I miss writing. Last week I had an interview set up at a local magazine. It seemed like a great gig - assistant editor - and the salary was so, so much better than what I'm pulling in now. I was psyched. I tried not to get my hopes up, but I couldn't help it. I thought, "I'm a good person. I deserve good things. Finally, my luck is changing!" And then the interview was canceled because they "went in a different direction." And I admit, I was crushed.

In looking back over everything, I have to say I wish I stayed as an art education major. I would have made a great teacher, plus I know it would have made me happy. I switched because I was spending my summers working at a newspaper, and I felt it "made more sense." More sense than what, I don't really know. I am not going to get my teaching certification now; I just know I won't. But I wish I didn't change all those years ago. I wish someone said to me, "Hey. What are you doing? You'll make a great teacher! You'll regret this, you know!"

There's no real solution here. There's no real conclusion to this post. I wish I knew what to do or where I was going with all of this, but I suppose it's just venting. I'm confused, just like this post seems to be, just like I always seem to be nowadays.

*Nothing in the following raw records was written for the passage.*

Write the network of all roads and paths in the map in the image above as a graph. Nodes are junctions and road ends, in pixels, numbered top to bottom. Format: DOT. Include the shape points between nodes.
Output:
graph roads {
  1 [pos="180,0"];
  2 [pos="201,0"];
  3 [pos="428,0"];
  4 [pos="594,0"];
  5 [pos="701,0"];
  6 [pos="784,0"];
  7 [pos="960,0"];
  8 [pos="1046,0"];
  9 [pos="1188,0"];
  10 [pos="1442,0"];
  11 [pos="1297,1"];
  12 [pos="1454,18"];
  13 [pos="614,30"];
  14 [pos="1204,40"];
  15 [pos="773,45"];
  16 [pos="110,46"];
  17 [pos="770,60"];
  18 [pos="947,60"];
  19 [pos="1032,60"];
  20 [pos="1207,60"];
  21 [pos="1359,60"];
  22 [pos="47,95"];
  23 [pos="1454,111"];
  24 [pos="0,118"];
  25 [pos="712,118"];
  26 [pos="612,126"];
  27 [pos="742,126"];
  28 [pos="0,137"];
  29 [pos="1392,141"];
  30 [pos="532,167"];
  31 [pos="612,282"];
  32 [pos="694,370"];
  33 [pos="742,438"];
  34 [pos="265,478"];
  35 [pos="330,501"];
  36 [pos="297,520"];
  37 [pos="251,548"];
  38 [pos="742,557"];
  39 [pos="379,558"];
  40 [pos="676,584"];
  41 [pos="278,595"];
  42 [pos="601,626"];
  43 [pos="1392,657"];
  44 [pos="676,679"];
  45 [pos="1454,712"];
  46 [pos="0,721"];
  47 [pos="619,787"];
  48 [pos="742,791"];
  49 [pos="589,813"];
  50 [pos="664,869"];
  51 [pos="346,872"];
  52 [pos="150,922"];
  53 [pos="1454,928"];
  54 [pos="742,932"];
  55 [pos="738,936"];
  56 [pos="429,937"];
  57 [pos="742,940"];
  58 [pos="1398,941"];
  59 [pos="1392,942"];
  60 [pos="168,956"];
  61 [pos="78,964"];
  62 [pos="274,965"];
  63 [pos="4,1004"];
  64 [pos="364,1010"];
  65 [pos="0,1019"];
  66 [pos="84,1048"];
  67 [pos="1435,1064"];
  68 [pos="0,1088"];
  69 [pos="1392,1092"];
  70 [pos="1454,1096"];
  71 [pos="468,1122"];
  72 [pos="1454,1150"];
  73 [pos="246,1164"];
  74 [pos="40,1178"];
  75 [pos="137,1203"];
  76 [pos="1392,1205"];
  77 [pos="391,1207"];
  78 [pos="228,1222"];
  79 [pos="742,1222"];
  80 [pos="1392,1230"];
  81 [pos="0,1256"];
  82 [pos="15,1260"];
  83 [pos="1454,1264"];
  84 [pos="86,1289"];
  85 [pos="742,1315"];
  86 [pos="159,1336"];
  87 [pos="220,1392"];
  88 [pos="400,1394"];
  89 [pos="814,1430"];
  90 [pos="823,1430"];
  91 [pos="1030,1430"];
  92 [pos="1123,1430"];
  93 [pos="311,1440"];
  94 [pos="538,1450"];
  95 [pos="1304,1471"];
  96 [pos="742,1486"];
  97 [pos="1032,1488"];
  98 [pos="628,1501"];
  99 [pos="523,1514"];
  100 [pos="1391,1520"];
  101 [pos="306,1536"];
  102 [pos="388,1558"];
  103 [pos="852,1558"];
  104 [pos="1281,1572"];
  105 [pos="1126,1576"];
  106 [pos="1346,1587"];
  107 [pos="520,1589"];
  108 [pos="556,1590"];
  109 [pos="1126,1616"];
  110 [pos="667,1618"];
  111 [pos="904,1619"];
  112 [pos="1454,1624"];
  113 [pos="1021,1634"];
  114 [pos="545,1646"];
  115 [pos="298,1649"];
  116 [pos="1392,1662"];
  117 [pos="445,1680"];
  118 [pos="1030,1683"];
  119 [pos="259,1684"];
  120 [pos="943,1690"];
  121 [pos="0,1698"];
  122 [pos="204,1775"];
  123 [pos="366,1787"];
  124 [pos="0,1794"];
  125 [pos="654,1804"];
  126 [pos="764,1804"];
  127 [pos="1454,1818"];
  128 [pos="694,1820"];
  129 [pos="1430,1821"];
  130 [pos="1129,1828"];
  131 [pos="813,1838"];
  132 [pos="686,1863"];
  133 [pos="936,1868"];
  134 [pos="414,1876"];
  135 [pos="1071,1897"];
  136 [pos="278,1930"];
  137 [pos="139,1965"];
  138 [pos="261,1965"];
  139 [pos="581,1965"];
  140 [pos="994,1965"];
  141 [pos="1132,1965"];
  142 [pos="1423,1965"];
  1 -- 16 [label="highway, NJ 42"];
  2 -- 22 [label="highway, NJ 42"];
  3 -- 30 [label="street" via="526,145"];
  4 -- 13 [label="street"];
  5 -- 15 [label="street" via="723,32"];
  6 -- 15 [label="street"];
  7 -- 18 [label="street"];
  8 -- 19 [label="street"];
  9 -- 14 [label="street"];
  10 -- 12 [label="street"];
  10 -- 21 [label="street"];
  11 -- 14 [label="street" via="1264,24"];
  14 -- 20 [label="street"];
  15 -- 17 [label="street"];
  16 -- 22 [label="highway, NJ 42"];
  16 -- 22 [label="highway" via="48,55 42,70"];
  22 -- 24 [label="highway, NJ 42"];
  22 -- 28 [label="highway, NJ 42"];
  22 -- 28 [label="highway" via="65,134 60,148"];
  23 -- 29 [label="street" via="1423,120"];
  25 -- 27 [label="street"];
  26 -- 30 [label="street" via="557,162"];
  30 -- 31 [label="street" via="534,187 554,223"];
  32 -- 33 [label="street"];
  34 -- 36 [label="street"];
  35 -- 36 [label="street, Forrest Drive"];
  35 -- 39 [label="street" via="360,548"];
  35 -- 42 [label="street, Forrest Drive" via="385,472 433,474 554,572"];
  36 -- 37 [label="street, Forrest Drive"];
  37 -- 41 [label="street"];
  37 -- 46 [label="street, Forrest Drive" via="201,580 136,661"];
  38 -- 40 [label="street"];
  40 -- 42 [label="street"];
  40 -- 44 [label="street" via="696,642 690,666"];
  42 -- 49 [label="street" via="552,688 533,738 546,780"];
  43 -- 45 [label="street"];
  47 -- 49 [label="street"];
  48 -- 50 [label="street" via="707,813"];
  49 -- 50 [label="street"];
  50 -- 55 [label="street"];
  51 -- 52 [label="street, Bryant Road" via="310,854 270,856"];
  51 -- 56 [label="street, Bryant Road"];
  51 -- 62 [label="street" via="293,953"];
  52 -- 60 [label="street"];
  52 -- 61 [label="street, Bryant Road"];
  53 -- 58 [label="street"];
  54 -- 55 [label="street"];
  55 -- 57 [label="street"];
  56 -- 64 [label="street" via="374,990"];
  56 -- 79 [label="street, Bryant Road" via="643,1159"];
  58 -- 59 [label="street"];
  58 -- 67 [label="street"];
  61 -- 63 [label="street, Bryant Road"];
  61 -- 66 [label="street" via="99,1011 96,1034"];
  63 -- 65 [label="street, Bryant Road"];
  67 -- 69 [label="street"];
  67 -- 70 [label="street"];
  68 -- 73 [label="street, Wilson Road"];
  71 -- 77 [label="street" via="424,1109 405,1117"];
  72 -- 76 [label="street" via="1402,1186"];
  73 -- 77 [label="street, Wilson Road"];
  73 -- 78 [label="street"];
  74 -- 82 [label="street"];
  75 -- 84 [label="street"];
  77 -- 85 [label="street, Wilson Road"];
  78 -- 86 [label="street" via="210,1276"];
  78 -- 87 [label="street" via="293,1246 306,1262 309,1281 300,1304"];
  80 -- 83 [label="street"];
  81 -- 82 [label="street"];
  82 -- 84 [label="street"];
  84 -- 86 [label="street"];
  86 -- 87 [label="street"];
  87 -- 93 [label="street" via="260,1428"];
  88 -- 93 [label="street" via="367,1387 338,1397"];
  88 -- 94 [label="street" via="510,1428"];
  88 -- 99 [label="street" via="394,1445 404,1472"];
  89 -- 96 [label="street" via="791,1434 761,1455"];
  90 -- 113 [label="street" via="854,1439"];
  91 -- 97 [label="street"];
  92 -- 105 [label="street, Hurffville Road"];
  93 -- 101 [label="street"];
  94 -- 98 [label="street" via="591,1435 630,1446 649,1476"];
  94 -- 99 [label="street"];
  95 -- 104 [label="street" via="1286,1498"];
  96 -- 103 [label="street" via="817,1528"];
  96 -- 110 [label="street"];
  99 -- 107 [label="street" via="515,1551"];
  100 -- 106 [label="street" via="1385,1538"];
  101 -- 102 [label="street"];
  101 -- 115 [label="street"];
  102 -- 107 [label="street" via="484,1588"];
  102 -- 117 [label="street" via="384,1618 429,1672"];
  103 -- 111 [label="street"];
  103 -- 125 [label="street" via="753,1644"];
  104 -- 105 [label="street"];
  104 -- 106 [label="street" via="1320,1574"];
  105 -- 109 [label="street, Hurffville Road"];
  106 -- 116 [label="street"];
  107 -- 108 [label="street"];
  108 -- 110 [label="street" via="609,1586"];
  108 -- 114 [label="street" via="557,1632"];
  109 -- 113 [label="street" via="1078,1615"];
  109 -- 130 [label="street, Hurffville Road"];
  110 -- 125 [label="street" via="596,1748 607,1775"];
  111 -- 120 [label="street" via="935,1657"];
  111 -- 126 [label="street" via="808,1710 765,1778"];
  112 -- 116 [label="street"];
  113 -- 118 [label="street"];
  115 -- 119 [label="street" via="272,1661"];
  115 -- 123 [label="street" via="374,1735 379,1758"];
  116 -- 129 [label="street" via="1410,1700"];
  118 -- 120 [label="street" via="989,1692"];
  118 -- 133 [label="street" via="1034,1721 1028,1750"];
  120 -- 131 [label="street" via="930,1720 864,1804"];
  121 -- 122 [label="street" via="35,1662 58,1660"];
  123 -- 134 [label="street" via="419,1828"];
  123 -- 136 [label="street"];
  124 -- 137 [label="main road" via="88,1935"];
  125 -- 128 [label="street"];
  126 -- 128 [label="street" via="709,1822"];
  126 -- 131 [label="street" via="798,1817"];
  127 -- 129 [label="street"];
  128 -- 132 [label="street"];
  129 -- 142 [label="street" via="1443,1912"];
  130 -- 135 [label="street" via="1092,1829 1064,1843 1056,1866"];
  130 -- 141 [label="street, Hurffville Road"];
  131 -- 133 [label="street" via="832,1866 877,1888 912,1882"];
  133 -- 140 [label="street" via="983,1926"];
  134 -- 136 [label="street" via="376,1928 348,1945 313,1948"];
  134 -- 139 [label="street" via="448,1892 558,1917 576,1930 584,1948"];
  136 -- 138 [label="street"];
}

Tuesday, September 13, 2011

Freezer Food

I want to stock my freezer.

I've been thinking about this for ages, but the farthest I've gotten is perhaps freezing a few loaves of homemade bread, or, in one ill-fated attempt, freezing homemade pizza dough. I want to have meals frozen and ready-to-serve, but not store-bought, fake-cheese pizzas and the like. I want to freeze things I've made - lasagna and chili and soup and casseroles.

I just can't ever get my act together enough to actually do it.

Well, my friends, that is about to change! I now have two (count 'em - TWO) days off of work a week. That means I have a whole other day to do all of the things I'm too tired to do after workdays. Like stock my freezer. (I'm wild and crazy, obviously.)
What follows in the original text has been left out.